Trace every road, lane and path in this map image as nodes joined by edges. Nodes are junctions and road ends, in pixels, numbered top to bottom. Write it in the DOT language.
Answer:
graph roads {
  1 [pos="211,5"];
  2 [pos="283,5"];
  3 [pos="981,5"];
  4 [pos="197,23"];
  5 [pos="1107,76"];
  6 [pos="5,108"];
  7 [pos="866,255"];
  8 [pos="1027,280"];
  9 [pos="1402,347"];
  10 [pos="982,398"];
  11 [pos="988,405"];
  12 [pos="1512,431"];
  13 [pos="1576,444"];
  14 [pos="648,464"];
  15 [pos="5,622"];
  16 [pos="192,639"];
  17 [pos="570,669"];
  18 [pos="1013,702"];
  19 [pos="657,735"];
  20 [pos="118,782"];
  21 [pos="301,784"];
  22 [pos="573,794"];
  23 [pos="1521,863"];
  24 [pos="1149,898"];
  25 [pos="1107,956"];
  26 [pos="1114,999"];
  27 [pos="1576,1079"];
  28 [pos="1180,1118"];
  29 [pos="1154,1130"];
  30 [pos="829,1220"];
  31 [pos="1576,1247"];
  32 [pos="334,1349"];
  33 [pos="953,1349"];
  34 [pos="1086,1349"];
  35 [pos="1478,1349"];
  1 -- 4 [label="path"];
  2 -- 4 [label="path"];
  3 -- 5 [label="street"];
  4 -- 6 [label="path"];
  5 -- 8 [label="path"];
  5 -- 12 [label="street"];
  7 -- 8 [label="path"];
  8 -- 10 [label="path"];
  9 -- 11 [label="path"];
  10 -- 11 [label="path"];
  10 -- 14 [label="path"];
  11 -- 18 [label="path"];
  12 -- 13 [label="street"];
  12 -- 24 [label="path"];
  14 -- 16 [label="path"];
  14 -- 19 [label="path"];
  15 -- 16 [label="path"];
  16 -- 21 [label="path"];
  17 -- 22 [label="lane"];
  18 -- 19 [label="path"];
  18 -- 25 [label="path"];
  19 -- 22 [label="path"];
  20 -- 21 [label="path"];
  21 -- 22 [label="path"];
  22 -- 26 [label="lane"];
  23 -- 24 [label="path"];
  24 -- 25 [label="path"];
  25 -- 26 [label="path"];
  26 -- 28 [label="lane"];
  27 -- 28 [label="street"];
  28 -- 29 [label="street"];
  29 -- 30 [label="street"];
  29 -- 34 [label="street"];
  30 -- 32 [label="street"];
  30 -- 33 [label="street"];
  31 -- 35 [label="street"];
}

---

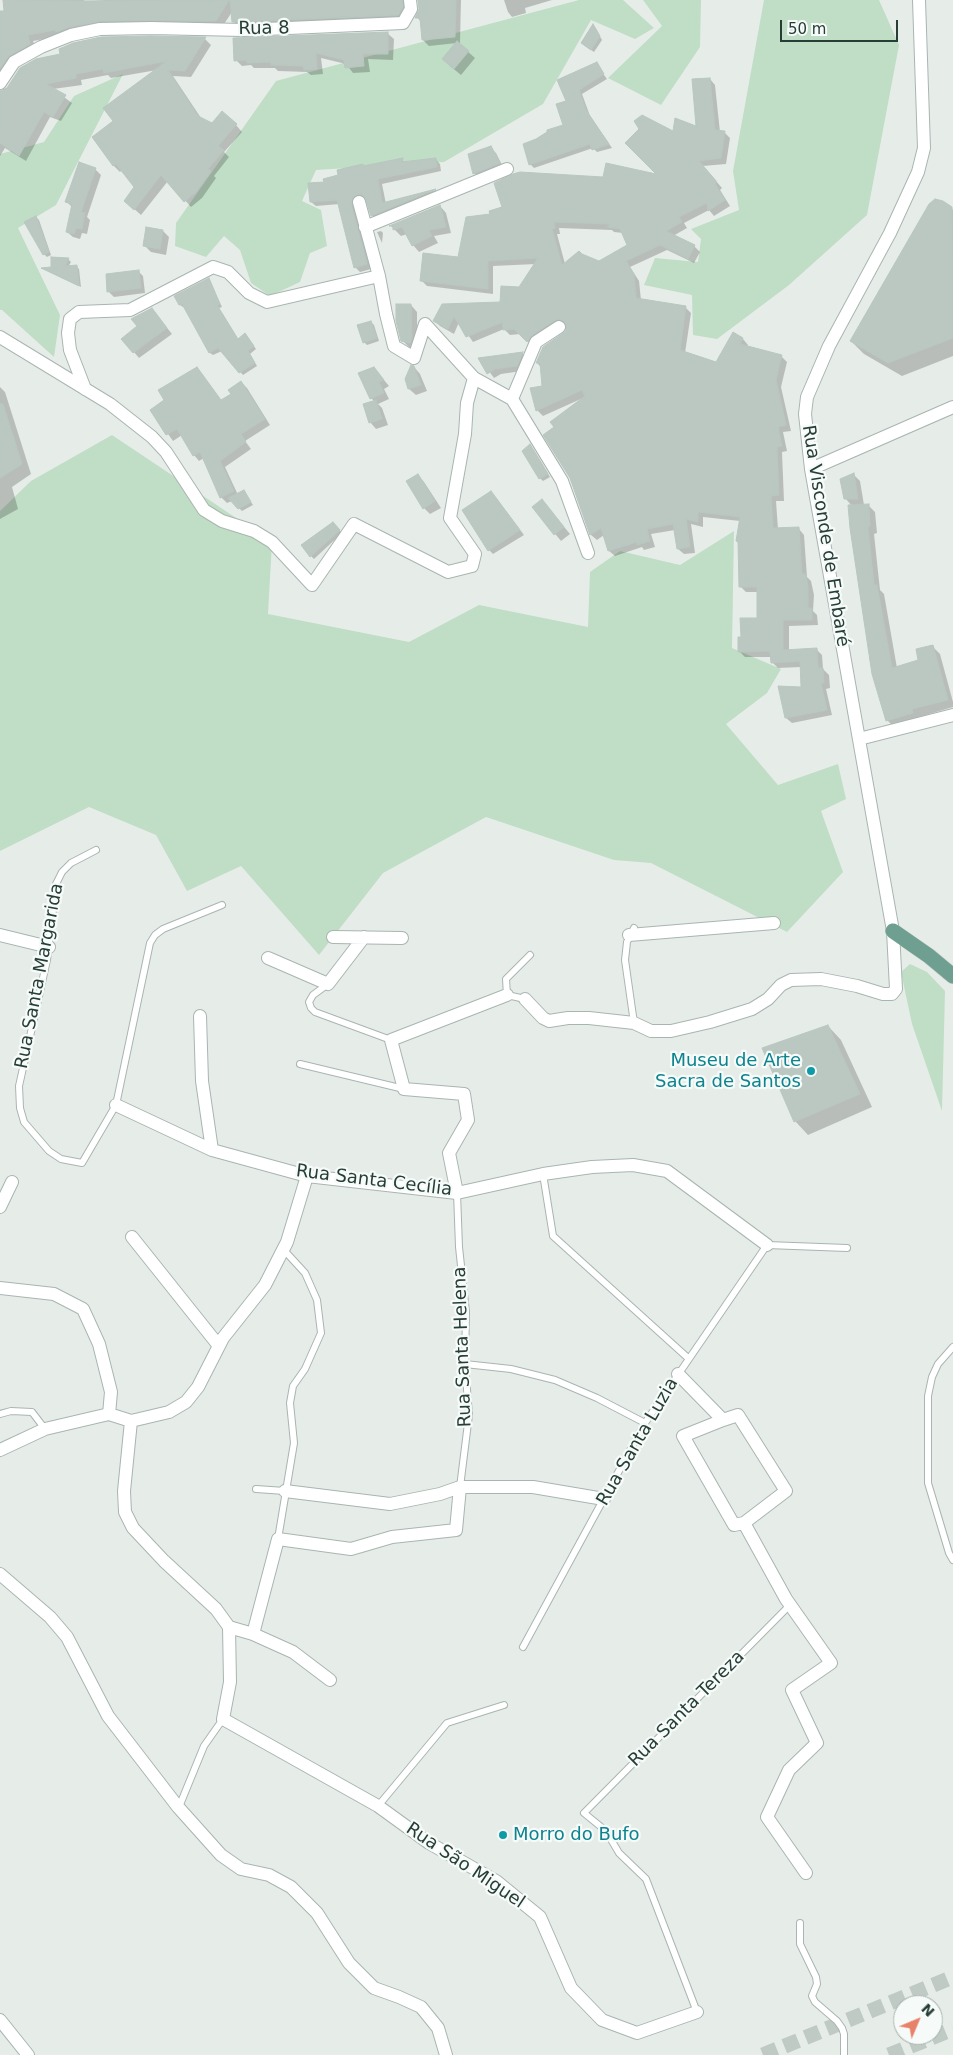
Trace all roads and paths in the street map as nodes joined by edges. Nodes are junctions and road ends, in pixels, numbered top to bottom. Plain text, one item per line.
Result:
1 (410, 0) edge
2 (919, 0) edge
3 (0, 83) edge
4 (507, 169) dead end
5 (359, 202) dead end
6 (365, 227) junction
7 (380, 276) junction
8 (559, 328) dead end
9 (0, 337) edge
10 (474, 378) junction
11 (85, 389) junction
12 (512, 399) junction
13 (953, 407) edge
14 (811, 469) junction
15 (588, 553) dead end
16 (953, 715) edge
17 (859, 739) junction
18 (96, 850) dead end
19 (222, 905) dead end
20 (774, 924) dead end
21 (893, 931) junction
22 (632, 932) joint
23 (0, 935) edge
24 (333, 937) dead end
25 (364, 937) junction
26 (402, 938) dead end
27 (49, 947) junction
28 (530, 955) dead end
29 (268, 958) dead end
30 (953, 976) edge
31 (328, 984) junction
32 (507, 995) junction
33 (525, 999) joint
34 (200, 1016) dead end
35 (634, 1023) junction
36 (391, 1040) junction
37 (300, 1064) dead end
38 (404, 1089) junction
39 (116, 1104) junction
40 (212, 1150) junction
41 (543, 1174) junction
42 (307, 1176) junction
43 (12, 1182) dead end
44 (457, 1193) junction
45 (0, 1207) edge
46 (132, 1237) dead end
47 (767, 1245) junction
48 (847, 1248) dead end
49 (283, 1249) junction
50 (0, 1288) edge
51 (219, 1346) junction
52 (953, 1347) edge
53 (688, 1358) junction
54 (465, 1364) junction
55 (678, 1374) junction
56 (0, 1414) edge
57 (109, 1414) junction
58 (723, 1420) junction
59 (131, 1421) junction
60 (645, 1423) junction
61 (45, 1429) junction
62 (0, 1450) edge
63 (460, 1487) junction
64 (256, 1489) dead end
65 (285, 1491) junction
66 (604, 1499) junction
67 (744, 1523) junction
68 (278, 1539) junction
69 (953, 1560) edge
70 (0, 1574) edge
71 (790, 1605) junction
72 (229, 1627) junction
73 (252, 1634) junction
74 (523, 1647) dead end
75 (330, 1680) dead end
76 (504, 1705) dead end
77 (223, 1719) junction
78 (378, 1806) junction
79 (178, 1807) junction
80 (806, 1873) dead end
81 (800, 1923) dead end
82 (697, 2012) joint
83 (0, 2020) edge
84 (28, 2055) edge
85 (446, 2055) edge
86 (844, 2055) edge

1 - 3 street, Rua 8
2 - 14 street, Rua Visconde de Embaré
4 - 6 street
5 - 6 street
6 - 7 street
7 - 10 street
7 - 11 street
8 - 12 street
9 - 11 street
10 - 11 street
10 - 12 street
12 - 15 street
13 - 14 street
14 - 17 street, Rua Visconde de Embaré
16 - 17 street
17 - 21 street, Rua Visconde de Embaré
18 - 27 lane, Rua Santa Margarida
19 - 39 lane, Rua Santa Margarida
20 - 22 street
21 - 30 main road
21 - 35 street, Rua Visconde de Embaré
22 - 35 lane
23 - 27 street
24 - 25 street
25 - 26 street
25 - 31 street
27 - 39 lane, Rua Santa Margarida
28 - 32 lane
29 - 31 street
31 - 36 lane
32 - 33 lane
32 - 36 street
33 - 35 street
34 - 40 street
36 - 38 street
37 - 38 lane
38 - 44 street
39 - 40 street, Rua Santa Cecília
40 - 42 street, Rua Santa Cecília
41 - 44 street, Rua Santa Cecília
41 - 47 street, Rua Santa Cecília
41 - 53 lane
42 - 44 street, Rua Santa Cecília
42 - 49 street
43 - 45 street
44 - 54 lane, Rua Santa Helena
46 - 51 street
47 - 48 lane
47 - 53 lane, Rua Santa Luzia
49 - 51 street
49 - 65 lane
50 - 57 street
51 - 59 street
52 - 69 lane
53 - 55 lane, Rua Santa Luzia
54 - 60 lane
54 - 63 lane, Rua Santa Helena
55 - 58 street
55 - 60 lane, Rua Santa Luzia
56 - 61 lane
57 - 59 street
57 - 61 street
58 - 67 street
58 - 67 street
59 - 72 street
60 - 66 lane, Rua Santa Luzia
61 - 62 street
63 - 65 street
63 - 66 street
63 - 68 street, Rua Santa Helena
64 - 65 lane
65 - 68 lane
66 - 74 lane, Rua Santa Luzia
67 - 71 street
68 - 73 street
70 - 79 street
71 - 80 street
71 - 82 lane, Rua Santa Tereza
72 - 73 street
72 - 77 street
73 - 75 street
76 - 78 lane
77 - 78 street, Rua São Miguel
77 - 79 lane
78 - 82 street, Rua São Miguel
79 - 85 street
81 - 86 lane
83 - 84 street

--

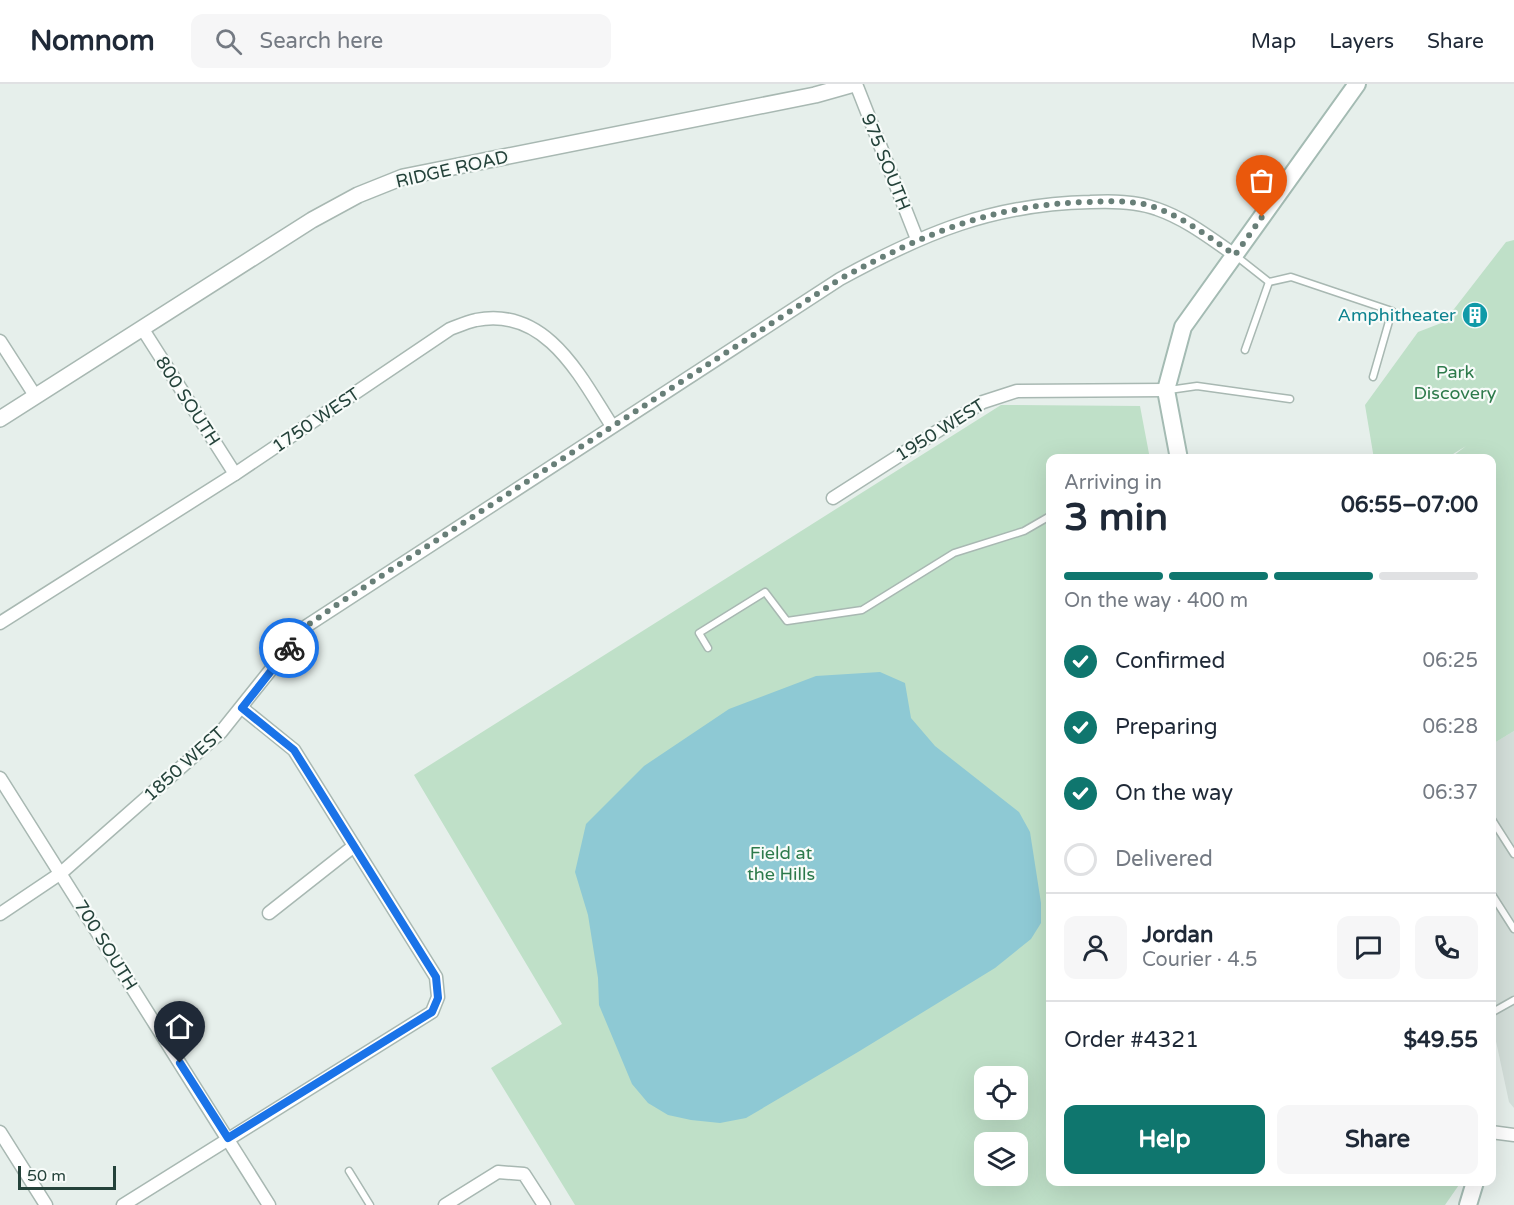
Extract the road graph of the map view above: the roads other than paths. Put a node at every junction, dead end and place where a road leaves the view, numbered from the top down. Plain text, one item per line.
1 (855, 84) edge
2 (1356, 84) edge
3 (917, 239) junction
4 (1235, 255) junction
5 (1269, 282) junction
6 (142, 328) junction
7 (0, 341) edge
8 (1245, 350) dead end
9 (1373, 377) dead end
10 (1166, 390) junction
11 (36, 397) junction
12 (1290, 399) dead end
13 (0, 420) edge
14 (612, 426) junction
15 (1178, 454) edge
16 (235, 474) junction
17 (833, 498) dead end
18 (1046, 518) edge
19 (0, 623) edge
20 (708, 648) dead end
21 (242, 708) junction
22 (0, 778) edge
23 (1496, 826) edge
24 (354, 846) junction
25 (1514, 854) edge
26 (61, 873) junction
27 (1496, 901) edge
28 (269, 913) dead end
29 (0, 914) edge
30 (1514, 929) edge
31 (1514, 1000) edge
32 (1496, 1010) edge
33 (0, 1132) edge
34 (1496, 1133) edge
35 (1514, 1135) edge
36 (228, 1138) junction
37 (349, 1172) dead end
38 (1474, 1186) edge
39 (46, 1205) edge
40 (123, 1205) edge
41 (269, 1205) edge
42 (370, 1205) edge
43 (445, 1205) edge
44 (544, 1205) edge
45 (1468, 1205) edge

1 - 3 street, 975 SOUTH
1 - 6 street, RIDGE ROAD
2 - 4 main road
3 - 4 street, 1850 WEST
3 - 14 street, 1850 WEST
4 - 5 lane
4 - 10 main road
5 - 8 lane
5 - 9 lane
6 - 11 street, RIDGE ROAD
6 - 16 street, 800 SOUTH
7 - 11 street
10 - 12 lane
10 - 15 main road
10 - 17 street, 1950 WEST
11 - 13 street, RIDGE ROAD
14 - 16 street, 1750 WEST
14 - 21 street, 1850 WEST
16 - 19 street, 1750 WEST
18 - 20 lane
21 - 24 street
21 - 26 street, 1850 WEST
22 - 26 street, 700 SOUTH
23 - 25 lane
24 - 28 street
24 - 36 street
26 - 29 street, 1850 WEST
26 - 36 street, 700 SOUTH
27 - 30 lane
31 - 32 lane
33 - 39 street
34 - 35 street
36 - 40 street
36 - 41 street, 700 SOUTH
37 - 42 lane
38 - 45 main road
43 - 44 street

Exercise instructions: State the number of lines in the records that contain the string "every". Nothing else is needed.

Exercise answer: 2